NEW YORK-A new regimen
combining intravenous (IV) cisplatin(Drug information on cisplatin)
(Platinol) and irinotecan(Drug information on irinotecan) (CPT-11,
Camptosar) given before surgery
and intraperitoneal (IP) floxuridine
(FUDR)/cisplatin after surgery produced
promising responses in locally
advanced gastric cancer. Howard
Hochster, MD, of New York University
School of Medicine, presented these
findings at the 6th University of Texas
M. D. Anderson Cancer Center Investigators'
Workshop.
Irinotecan/cisplatin induction chemotherapy
(Figure 1) was of interest
because previous studies showed neoadjuvant
therapy can be delivered in
this setting and can induce tumor
downstaging, improve "R0" resectability
rates, and identify patients with
subclinical metastases. The IP adjuvant
approach is attractive for preventing
local recurrence because it provides direct treatment at high-risk
sites, produces higher drug concentrations,
provides longer contact between
the drug and the tumor cell,
and allows for treatment of liver metastases
caused by portal absorption.
"The background for this trial is
that the majority of phase III trials
have shown no significant survival
benefit," Dr.
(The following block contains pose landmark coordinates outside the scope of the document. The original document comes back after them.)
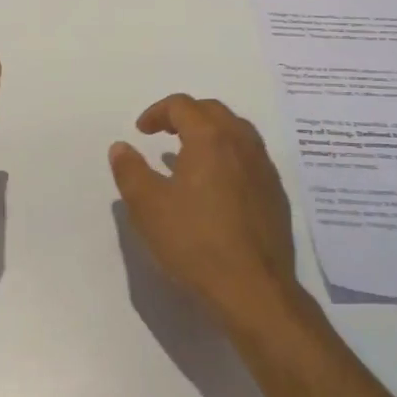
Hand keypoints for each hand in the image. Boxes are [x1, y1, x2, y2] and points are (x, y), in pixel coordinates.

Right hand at [109, 95, 301, 335]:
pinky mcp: (276, 194)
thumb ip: (130, 171)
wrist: (254, 290)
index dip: (157, 112)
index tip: (141, 131)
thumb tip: (121, 147)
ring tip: (190, 156)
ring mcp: (264, 168)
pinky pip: (250, 157)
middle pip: (213, 111)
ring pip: (237, 131)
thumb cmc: (195, 243)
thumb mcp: (147, 207)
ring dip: (210, 133)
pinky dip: (229, 156)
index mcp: (210, 139)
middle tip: (164, 134)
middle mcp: (242, 144)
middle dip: (185, 116)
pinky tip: (217, 186)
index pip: (183, 106)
Hochster said. "The
Intergroup 0116 study was the first
large phase III trial to show survival
benefit with adjuvant chemoradiation,
and only patients with curative 'R0'
resections were eligible. Three-year
disease-free survival was 48% vs 31%,
and median survival was 36 vs 27
months, for a 35% risk reduction in
survival."
Acceptable Toxicity
Endpoints for the NYU study of 34
patients with biopsy-proven locally
advanced gastric cancer were response
(pretreatment clinical vs postoperative
pathologic), disease-free survival
(including analysis of sites of recurrence),
and overall survival.
Ability to deliver the planned dose
is often an issue in this type of trial. A
total of 86% received the planned dose
of irinotecan (600 mg/m2), and 78%
received the planned dose of cisplatin
(200 mg/m2). "These patients were
somewhat malnourished and presented
a treatment challenge to begin with,
but we did manage to get in approximately
80% of both drugs as planned,"
reported Dr. Hochster.
Nearly all of the 32 evaluable patients
had some type of grade 3/4 hematologic
toxicity after induction chemotherapy.
Thirteen patients had
grade 3 neutropenia, and three patients
had grade 4 neutropenia, but there
were only four cases of grade 3/4 febrile
neutropenia.
Catheter complications were a
problem in 24 patients. They included
one case of peritonitis, one instance in
which the catheter broke, and one
infection at the port site.
A total of 29 patients underwent
surgical resection, and 25 had complete
clearing with a negative surgical
margin (R0). The median number of
lymph nodes removed was 28. During
the 30 days after surgery, 2 patients
died, and 10 patients had complications,
including three reoperations,
one anastomotic leak, four cardiac or
respiratory problems, and five wound
problems. The median postoperative
length of stay was 9 days.
Pathologic Response
There were 1 pathologic complete
response (CR) to induction chemotherapy;
18 partial responses (PR),
many of which were microscopic residual
disease; 6 cases of stable disease
(SD); and 7 cases of disease progression.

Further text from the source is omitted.